Magnetoresistive Random Access Memory (MRAM) is an emerging technology that may be competitive with prior integrated circuit memory technologies, such as floating gate technology. The MRAM technology may integrate silicon-based electronic components with magnetic tunnel junction technology. A significant element in MRAM is the magnetic tunnel junction (MTJ) where information may be stored. The MTJ stack has at least two magnetic layers separated by a non-magnetic barrier, where a fixed layer has a set magnetic property and a free layer has a programmable magnetic property for storing information. If the fixed layer and the free layer have parallel magnetic poles, the resistance through the MTJ stack is measurably less than if the fixed layer and the free layer have anti-parallel poles, so parallel magnetic poles may be read as a “0” and anti-parallel poles may be read as a “1.” The MTJ stack is typically incorporated into a memory cell, and many memory cells with MTJ stacks art incorporated into a memory bank.

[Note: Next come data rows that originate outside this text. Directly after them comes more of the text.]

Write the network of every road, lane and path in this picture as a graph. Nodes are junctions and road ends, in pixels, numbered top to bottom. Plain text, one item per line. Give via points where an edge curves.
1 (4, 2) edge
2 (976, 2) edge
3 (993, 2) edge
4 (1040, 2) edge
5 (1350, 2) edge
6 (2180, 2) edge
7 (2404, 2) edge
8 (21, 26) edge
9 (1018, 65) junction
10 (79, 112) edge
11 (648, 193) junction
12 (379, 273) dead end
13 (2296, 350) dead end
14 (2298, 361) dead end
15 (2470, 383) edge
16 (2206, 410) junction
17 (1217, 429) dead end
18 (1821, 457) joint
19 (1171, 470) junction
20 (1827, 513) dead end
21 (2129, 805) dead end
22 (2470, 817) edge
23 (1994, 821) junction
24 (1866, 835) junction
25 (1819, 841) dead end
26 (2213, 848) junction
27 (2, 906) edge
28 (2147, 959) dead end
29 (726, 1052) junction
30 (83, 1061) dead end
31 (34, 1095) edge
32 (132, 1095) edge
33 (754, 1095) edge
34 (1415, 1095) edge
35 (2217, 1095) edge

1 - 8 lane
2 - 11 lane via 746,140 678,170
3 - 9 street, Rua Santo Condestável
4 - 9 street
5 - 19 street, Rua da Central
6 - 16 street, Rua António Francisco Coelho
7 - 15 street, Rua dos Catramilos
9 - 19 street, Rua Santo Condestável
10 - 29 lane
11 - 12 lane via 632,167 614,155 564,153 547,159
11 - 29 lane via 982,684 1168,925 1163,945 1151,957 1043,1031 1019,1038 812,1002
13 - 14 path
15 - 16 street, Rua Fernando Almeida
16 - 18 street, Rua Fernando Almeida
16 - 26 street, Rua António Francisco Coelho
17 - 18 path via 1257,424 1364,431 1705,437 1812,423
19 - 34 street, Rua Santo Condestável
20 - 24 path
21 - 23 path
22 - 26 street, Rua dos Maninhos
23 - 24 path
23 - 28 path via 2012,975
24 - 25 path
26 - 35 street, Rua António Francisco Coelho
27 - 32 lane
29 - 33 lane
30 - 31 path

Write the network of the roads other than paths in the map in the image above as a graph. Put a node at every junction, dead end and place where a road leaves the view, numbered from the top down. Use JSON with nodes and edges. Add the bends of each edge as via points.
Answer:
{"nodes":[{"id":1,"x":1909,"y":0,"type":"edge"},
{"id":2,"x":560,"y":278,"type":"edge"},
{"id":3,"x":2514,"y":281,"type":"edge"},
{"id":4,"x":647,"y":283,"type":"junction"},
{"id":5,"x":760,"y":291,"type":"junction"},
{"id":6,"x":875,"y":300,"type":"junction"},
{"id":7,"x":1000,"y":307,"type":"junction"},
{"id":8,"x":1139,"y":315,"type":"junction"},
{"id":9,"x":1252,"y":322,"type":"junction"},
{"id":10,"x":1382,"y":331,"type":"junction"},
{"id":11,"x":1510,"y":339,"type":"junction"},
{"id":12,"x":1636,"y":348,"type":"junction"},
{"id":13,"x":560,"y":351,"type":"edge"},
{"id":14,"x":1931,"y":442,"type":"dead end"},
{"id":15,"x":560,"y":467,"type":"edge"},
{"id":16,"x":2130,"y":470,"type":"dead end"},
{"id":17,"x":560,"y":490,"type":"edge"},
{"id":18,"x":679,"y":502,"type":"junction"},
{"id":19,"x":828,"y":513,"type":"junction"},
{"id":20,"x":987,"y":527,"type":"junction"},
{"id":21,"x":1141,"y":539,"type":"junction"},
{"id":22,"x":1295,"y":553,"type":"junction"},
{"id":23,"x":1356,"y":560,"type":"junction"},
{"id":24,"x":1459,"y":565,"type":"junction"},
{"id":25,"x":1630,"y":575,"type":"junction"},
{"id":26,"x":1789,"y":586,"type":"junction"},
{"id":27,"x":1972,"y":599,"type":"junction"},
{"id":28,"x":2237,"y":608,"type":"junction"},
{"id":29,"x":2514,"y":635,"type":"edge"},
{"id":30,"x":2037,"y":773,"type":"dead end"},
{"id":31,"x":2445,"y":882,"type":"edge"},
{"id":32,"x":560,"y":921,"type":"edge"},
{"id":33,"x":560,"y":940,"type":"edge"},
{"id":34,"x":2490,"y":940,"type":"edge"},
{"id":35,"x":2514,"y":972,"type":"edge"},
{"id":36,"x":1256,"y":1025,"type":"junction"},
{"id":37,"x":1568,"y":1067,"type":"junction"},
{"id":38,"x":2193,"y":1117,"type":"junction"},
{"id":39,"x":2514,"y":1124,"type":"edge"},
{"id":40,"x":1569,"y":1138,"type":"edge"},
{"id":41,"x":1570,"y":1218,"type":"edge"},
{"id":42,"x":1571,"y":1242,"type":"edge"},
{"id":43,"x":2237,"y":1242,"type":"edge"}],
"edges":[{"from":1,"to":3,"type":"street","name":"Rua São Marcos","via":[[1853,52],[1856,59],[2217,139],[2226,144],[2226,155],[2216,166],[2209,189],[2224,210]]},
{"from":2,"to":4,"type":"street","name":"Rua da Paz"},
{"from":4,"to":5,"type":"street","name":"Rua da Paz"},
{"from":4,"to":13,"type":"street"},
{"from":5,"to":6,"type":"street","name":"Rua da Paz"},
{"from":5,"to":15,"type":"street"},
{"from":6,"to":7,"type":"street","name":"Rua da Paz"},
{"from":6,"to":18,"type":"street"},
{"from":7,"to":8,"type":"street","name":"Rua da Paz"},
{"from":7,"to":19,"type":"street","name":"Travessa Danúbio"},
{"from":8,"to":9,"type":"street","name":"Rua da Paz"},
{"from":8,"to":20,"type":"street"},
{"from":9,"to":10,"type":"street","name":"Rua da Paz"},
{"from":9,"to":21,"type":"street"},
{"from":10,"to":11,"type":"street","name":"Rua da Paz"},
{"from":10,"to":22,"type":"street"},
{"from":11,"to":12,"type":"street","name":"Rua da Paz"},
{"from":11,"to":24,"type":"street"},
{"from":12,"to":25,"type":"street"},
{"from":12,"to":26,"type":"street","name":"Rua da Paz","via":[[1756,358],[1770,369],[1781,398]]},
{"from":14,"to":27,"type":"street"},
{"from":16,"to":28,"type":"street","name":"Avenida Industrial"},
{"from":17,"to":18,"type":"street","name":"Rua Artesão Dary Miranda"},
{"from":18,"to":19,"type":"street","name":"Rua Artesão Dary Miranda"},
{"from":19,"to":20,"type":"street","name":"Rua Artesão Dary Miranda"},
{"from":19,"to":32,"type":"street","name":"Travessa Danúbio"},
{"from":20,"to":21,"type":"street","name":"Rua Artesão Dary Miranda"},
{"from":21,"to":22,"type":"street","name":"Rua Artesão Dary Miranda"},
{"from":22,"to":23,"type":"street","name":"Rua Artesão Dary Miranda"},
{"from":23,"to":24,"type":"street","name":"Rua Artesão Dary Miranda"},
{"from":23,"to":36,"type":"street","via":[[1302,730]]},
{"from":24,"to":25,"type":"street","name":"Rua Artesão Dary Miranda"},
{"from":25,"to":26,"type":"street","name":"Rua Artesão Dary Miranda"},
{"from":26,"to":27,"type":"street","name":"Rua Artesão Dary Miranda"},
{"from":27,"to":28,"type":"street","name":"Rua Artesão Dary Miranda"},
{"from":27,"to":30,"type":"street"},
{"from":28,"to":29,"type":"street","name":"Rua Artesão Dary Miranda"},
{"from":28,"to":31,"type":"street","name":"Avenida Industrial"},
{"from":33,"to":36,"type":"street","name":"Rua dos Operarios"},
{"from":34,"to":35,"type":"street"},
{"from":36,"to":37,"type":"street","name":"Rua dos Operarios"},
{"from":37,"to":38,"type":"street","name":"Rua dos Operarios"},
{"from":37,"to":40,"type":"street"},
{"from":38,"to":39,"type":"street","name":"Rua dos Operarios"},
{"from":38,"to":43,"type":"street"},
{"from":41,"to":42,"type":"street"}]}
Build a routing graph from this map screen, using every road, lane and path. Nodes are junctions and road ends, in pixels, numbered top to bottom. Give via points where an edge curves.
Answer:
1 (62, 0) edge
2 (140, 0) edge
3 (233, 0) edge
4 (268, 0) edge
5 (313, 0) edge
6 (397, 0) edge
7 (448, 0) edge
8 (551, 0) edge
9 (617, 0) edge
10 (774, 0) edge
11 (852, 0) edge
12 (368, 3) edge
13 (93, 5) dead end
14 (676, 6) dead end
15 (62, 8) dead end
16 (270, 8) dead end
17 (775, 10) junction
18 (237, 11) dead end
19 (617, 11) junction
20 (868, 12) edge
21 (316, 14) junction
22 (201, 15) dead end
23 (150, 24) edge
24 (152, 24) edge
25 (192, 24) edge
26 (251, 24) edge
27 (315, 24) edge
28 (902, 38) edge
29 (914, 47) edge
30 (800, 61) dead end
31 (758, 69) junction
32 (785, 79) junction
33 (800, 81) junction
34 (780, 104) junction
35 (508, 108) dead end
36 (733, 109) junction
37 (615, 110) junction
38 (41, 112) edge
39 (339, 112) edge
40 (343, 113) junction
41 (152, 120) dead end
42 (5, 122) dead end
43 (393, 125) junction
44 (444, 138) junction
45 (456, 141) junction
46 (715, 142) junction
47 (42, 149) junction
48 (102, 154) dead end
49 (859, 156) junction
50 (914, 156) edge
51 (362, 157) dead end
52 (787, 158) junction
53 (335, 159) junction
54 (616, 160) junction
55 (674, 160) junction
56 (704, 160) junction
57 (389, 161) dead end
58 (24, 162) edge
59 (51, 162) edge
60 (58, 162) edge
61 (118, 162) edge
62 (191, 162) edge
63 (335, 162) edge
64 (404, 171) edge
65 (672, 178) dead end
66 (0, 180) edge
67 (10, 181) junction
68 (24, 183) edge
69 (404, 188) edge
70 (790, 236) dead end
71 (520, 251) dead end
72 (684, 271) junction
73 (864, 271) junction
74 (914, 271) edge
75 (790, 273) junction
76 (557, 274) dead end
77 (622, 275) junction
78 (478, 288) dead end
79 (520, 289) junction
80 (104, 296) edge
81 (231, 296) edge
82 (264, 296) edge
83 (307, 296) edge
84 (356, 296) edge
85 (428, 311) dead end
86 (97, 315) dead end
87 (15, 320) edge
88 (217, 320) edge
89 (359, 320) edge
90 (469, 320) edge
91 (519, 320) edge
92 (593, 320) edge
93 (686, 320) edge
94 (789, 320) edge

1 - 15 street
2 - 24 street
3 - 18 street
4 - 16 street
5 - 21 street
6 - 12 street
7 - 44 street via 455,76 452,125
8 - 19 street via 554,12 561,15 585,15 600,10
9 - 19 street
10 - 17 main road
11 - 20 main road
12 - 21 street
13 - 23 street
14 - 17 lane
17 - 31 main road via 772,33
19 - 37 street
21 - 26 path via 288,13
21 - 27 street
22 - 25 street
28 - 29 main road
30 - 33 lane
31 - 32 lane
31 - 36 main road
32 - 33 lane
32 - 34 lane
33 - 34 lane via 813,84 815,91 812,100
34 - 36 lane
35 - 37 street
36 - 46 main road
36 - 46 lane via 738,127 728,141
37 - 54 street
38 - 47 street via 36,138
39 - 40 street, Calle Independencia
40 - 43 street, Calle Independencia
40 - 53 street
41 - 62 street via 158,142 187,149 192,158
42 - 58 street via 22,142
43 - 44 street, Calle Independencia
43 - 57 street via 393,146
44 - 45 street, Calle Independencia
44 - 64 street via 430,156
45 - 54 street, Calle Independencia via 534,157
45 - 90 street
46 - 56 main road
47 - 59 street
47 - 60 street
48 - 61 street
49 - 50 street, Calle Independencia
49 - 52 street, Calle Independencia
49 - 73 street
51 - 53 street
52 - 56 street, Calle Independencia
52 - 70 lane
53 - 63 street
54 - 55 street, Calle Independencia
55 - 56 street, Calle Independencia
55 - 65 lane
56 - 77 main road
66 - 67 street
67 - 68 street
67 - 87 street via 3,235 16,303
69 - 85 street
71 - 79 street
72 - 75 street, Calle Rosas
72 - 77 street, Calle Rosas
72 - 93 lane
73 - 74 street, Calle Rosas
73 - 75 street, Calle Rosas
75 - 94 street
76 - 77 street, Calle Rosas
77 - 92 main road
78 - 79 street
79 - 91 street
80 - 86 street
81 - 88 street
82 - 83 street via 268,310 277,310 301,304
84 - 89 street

The magnetic properties of the free layer are changed when the memory cell is programmed, where the alignment of the free layer magnetic properties is changed relative to the fixed layer magnetic properties in the programming process. Programming changes the magnetic properties of the free layer and the fixed layer from anti-parallel to parallel, or from parallel to anti-parallel. The programming process typically includes applying a charge across the MTJ stack such that a programming current passes through the MTJ stack. Reductions in the current required to program the MTJ stack improve the overall efficiency of the integrated circuit. The free layer of the MTJ stack has a perpendicular magnetic anisotropy (PMA) value, and higher PMA values decrease the required current to program the free layer. Higher PMA values also produce a lower damping constant, where a lower damping constant is also associated with a reduced current required for programming.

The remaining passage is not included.